### Task brief
Lines from the entries below that hold "lane" form the answer; copy all of them.

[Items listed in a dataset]
====
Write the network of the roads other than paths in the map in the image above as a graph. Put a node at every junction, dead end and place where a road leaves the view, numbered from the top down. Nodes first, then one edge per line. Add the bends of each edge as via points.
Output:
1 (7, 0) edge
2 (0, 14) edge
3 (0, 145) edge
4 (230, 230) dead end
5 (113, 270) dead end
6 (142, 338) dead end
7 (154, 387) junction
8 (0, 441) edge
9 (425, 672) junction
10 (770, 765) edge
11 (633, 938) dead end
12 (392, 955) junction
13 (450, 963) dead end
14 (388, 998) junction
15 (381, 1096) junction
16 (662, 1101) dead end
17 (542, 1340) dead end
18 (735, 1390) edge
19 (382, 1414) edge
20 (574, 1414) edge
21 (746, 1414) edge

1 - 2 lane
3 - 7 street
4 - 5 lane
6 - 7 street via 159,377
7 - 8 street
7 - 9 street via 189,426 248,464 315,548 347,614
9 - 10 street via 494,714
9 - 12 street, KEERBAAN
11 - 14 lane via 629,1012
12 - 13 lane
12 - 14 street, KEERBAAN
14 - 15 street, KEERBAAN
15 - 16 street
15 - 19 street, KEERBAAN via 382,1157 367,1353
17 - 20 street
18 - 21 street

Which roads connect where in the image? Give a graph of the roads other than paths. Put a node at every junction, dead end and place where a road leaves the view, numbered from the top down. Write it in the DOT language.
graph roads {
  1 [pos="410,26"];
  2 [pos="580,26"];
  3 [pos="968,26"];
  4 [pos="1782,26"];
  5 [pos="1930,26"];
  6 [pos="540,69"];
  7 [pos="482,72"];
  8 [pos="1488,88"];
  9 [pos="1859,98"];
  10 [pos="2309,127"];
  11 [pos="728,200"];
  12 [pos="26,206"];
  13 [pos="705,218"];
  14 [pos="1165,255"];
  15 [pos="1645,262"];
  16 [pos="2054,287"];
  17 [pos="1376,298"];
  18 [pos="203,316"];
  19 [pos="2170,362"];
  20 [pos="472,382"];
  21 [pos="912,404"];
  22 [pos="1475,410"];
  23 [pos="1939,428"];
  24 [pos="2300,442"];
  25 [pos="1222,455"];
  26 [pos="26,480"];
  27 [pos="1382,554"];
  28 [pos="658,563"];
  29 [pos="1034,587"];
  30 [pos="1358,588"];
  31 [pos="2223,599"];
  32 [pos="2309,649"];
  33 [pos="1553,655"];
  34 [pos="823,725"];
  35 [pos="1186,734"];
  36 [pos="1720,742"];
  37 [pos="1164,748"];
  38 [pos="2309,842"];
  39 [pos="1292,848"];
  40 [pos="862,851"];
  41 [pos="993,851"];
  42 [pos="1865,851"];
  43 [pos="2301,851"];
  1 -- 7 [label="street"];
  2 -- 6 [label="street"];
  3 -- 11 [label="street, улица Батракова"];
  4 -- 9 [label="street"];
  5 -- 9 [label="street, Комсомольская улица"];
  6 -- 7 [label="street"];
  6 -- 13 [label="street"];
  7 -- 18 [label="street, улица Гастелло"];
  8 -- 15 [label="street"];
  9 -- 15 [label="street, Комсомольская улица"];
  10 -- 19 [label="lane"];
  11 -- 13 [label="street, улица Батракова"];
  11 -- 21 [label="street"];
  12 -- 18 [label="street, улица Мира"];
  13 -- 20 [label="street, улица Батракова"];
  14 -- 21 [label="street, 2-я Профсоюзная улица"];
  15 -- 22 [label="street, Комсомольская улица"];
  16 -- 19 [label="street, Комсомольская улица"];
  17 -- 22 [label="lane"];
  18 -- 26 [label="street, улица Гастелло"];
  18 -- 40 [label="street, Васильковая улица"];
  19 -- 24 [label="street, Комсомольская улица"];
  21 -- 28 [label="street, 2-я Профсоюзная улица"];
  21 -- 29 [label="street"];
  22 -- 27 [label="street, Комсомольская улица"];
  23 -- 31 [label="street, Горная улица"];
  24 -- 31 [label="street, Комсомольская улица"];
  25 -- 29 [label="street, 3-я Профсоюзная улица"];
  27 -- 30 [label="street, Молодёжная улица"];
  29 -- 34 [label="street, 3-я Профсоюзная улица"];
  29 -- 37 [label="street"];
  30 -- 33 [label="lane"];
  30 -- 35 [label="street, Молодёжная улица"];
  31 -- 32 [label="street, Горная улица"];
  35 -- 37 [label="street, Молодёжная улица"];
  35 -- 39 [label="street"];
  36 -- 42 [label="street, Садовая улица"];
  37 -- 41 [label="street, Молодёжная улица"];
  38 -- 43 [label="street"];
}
====
### Expected output
1 - 2 lane
4 - 5 lane
11 - 14 lane via 629,1012
12 - 13 lane
  10 -- 19 [label="lane"];
  17 -- 22 [label="lane"];
  30 -- 33 [label="lane"];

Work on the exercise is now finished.